**Problem details:** The data below has to be returned exactly, down to the last character.

Segment Open

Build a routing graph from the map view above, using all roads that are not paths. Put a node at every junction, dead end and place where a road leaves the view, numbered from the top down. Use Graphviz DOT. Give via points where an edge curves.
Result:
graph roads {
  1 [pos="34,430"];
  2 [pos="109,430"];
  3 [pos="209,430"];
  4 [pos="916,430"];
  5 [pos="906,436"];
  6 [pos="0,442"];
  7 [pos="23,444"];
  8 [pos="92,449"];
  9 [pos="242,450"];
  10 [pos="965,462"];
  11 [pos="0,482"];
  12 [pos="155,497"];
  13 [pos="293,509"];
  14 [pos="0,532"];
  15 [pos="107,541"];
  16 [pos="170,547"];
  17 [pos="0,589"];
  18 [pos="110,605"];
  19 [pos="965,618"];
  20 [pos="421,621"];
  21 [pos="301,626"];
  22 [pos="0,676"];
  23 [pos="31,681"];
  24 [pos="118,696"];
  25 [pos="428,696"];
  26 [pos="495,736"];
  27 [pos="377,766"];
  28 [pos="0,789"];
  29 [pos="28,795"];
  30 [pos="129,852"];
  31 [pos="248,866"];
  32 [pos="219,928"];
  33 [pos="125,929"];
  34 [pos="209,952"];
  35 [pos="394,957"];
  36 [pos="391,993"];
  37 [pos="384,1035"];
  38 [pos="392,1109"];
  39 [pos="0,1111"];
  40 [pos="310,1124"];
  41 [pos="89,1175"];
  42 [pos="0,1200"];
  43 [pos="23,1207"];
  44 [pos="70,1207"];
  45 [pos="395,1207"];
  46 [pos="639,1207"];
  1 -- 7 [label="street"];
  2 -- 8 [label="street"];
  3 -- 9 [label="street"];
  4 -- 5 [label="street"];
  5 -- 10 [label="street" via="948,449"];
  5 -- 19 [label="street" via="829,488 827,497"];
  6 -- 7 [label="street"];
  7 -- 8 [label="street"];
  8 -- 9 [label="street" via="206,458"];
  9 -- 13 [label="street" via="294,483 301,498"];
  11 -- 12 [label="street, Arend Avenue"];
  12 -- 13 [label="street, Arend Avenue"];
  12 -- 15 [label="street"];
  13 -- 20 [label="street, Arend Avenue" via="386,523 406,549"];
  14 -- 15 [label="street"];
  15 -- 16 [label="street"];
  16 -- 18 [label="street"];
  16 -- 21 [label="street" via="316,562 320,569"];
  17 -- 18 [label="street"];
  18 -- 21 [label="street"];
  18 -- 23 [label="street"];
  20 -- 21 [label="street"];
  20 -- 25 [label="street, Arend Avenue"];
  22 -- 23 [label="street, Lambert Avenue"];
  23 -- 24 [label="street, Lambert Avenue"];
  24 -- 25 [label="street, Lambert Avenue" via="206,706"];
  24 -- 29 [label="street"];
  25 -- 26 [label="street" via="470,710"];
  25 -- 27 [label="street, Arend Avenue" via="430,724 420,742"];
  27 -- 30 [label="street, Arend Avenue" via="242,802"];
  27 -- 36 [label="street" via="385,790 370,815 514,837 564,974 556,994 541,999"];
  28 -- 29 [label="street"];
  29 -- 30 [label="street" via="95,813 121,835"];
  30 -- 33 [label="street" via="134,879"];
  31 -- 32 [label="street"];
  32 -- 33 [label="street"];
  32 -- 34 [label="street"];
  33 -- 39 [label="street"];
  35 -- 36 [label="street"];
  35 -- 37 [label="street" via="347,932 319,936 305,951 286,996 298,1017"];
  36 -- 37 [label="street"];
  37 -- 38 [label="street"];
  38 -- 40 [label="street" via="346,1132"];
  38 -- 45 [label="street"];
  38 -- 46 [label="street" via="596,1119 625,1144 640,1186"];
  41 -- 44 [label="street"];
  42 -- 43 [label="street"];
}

Segment Closed

**Written response:**
Build a routing graph from the map view above, using all roads that are not paths. Put a node at every junction, dead end and place where a road leaves the view, numbered from the top down. Use Graphviz DOT. Give via points where an edge curves.
Result:
graph roads {
  1 [pos="34,430"];
  2 [pos="109,430"];
  3 [pos="209,430"];
  4 [pos="916,430"];
  5 [pos="906,436"];
  6 [pos="0,442"];
  7 [pos="23,444"];
  8 [pos="92,449"];
  9 [pos="242,450"];
  10 [pos="965,462"];
  11 [pos="0,482"];
  12 [pos="155,497"];
  13 [pos="293,509"];
  14 [pos="0,532"];
  15 [pos="107,541"];
  16 [pos="170,547"];
  17 [pos="0,589"];
  18 [pos="110,605"];
  19 [pos="965,618"];
  20 [pos="421,621"];
  21 [pos="301,626"];
  22 [pos="0,676"];
  23 [pos="31,681"];
  24 [pos="118,696"];
  25 [pos="428,696"];
  26 [pos="495,736"];
  27 [pos="377,766"];
  28 [pos="0,789"];
  29 [pos="28,795"];
  30 [pos="129,852"];
  31 [pos="248,866"];
  32 [pos="219,928"];
  33 [pos="125,929"];
  34 [pos="209,952"];
  35 [pos="394,957"];
  36 [pos="391,993"];
  37 [pos="384,1035"];
  38 [pos="392,1109"];
  39 [pos="0,1111"];
  40 [pos="310,1124"];
  41 [pos="89,1175"];
  42 [pos="0,1200"];
  43 [pos="23,1207"];
  44 [pos="70,1207"];
  45 [pos="395,1207"];
  46 [pos="639,1207"];
  1 -- 7 [label="street"];
  2 -- 8 [label="street"];
  3 -- 9 [label="street"];
  4 -- 5 [label="street"];
  5 -- 10 [label="street" via="948,449"];
  5 -- 19 [label="street" via="829,488 827,497"];
  6 -- 7 [label="street"];
  7 -- 8 [label="street"];
  8 -- 9 [label="street" via="206,458"];
  9 -- 13 [label="street" via="294,483 301,498"];
  11 -- 12 [label="street, Arend Avenue"];
  12 -- 13 [label="street, Arend Avenue"];
  12 -- 15 [label="street"];
  13 -- 20 [label="street, Arend Avenue" via="386,523 406,549"];
  14 -- 15 [label="street"];
  15 -- 16 [label="street"];
  16 -- 18 [label="street"];
  16 -- 21 [label="street" via="316,562 320,569"];
  17 -- 18 [label="street"];
  18 -- 21 [label="street"];
  18 -- 23 [label="street"];
  20 -- 21 [label="street"];
  20 -- 25 [label="street, Arend Avenue"];
  22 -- 23 [label="street, Lambert Avenue"];
  23 -- 24 [label="street, Lambert Avenue"];
  24 -- 25 [label="street, Lambert Avenue" via="206,706"];
  24 -- 29 [label="street"];
  25 -- 26 [label="street" via="470,710"];
  25 -- 27 [label="street, Arend Avenue" via="430,724 420,742"];
  27 -- 30 [label="street, Arend Avenue" via="242,802"];
  27 -- 36 [label="street" via="385,790 370,815 514,837 564,974 556,994 541,999"];
  28 -- 29 [label="street"];
  29 -- 30 [label="street" via="95,813 121,835"];
  30 -- 33 [label="street" via="134,879"];
  31 -- 32 [label="street"];
  32 -- 33 [label="street"];
  32 -- 34 [label="street"];
  33 -- 39 [label="street"];
  35 -- 36 [label="street"];
  35 -- 37 [label="street" via="347,932 319,936 305,951 286,996 298,1017"];
  36 -- 37 [label="street"];
  37 -- 38 [label="street"];
  38 -- 40 [label="street" via="346,1132"];
  38 -- 45 [label="street"];
  38 -- 46 [label="street" via="596,1119 625,1144 640,1186"];
  41 -- 44 [label="street"];
  42 -- 43 [label="street"];
}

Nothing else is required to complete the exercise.